WHAT NEEDS TO BE DONE
Please output every entry below precisely as written.

RECORDS SHOWN
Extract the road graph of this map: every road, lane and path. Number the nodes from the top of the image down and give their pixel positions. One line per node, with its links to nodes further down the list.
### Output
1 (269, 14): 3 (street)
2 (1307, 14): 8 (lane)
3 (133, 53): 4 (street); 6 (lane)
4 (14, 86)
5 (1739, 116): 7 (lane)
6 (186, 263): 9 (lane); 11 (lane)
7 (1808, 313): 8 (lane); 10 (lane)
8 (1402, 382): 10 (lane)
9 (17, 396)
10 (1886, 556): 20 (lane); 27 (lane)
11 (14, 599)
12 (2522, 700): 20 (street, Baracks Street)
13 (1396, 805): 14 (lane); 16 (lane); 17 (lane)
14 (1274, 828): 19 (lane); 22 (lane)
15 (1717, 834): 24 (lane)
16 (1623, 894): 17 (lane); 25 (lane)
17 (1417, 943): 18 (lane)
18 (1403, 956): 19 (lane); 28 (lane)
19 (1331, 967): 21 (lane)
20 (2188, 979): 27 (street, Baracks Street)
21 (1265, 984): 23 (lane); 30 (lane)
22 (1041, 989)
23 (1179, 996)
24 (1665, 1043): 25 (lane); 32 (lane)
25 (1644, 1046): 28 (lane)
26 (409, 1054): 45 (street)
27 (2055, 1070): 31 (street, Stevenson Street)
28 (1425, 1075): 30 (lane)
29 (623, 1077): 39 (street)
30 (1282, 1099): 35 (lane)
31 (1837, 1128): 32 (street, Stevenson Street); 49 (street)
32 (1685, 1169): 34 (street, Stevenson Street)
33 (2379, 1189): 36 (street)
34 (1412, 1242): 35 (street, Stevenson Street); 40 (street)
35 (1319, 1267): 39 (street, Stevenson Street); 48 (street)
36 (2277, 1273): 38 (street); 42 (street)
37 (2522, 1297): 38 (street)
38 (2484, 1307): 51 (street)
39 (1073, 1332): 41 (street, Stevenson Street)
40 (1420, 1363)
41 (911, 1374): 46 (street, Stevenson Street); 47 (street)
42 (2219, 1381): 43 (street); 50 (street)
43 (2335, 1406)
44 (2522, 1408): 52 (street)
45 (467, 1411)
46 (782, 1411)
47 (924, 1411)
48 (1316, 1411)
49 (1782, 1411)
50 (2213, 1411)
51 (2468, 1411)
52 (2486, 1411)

ANSWER SPACE
Extract the road graph of this map: every road, lane and path. Number the nodes from the top of the image down and give their pixel positions. One line per node, with its links to nodes further down the list.
### Output
1 (269, 14): 3 (street)
2 (1307, 14): 8 (lane)
3 (133, 53): 4 (street); 6 (lane)
4 (14, 86)
5 (1739, 116): 7 (lane)
6 (186, 263): 9 (lane); 11 (lane)
7 (1808, 313): 8 (lane); 10 (lane)
8 (1402, 382): 10 (lane)
9 (17, 396)
10 (1886, 556): 20 (lane); 27 (lane)
11 (14, 599)
12 (2522, 700): 20 (street, Baracks Street)
13 (1396, 805): 14 (lane); 16 (lane); 17 (lane)
14 (1274, 828): 19 (lane); 22 (lane)
15 (1717, 834): 24 (lane)
16 (1623, 894): 17 (lane); 25 (lane)
17 (1417, 943): 18 (lane)
18 (1403, 956): 19 (lane); 28 (lane)
19 (1331, 967): 21 (lane)
20 (2188, 979): 27 (street, Baracks Street)
21 (1265, 984): 23 (lane); 30 (lane)
22 (1041, 989)
23 (1179, 996)
24 (1665, 1043): 25 (lane); 32 (lane)
25 (1644, 1046): 28 (lane)
26 (409, 1054): 45 (street)
27 (2055, 1070): 31 (street, Stevenson Street)
28 (1425, 1075): 30 (lane)
29 (623, 1077): 39 (street)
30 (1282, 1099): 35 (lane)
31 (1837, 1128): 32 (street, Stevenson Street); 49 (street)
32 (1685, 1169): 34 (street, Stevenson Street)
33 (2379, 1189): 36 (street)
34 (1412, 1242): 35 (street, Stevenson Street); 40 (street)
35 (1319, 1267): 39 (street, Stevenson Street); 48 (street)
36 (2277, 1273): 38 (street); 42 (street)
37 (2522, 1297): 38 (street)
38 (2484, 1307): 51 (street)
39 (1073, 1332): 41 (street, Stevenson Street)
40 (1420, 1363)
41 (911, 1374): 46 (street, Stevenson Street); 47 (street)
42 (2219, 1381): 43 (street); 50 (street)
43 (2335, 1406)
44 (2522, 1408): 52 (street)
45 (467, 1411)
46 (782, 1411)
47 (924, 1411)
48 (1316, 1411)
49 (1782, 1411)
50 (2213, 1411)
51 (2468, 1411)
52 (2486, 1411)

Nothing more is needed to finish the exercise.